A little bit of sunshine didn't hurt anyone. I have come back to the bright days of primary school, with all those important affairs, and that indescribable feeling of being able to live forever just as I was. I preferred to read Jules Verne, "Three Musketeers", "Winnetou" or Moomins, but then I never shied away from so-called girls' books. Now I can boast myself that I read all books of the "Anne of Green Gables" series when I was small. Now, having fallen in love with Helen Dunmore's prose (I have recently read a good old fashioned novel, "A Spell of Winter", by this author), I decided to look what else she might have written. I didn't hesitate much to buy "Brother Brother, Sister Sister", since I had a hunch that it was going to be a light, bright and shiny humorous book that would take about 20 years' burden off my back. And so it did!

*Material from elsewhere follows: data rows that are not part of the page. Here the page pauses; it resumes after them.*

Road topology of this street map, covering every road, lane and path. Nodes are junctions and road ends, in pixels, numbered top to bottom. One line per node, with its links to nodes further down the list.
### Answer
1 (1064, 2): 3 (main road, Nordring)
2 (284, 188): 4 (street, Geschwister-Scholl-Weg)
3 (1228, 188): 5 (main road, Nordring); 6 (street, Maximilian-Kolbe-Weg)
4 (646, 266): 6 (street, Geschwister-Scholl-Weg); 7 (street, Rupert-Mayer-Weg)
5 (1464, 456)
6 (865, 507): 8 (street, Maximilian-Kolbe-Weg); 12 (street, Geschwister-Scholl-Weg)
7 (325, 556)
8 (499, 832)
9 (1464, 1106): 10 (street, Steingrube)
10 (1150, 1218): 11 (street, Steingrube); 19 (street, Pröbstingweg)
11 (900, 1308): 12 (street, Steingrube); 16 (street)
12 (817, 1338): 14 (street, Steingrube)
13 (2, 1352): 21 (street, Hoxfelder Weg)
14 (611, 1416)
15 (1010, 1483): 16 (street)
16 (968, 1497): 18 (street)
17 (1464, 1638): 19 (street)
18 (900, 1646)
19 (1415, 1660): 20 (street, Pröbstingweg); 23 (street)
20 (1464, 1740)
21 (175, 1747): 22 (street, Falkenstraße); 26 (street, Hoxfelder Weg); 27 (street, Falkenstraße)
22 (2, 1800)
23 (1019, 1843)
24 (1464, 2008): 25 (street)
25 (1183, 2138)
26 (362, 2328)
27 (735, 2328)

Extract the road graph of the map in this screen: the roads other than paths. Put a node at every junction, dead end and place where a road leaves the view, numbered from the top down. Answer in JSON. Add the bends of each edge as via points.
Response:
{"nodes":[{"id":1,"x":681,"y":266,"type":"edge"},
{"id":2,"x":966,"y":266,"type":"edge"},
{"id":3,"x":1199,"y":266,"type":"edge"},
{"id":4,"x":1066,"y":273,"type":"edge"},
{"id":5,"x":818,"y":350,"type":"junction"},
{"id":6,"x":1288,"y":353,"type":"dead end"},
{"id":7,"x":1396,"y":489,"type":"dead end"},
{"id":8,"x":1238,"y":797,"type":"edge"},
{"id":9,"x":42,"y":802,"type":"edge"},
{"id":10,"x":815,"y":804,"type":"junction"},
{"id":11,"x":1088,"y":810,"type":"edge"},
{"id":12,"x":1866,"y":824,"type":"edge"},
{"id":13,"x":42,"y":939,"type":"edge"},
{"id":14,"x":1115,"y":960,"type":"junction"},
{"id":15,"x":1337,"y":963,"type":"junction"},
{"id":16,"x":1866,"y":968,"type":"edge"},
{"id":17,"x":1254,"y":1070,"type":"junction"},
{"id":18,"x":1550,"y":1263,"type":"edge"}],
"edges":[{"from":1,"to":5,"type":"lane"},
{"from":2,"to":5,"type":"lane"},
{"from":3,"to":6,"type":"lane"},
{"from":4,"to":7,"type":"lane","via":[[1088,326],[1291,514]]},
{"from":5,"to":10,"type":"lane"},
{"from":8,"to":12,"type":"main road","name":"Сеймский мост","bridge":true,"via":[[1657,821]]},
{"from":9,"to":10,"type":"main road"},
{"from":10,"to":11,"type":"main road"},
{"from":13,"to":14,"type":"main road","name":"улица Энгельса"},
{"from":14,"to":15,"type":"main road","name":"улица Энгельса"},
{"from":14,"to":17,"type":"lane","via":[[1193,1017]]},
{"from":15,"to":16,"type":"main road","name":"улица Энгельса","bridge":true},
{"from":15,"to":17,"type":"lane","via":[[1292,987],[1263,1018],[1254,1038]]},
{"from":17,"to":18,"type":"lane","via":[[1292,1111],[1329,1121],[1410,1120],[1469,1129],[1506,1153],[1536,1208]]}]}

"(...)And I didn't really want to go out in the playground anyway, because I'm still not talking to Rachel and it's so boring, not talking to people when you have to keep remembering about it, and everybody else keeps remembering about it and giving you little looks when you go near the other person you're not talking to.
(...) Then I saw a flicker of Rachel's red skirt. She'd just come in with Clare to get something out of her drawer. She was not looking at me in the careful way you have to not look at people if you want it to look as if you're not looking at them."
Wouldn't you be? Hey, if you have a daughter, she'll familiarize with Tanya, the heroine - in an instant. That book is all about daughters. What do we have here? Tanya is writing her diary, ever so seriously, and it just happened that her dad lost his job, and her mom gave birth to quads. And so the story begins. Very funny events, lots of lovable mess, and of course playground friendship tangles to untangle. Lovely book, I tell you.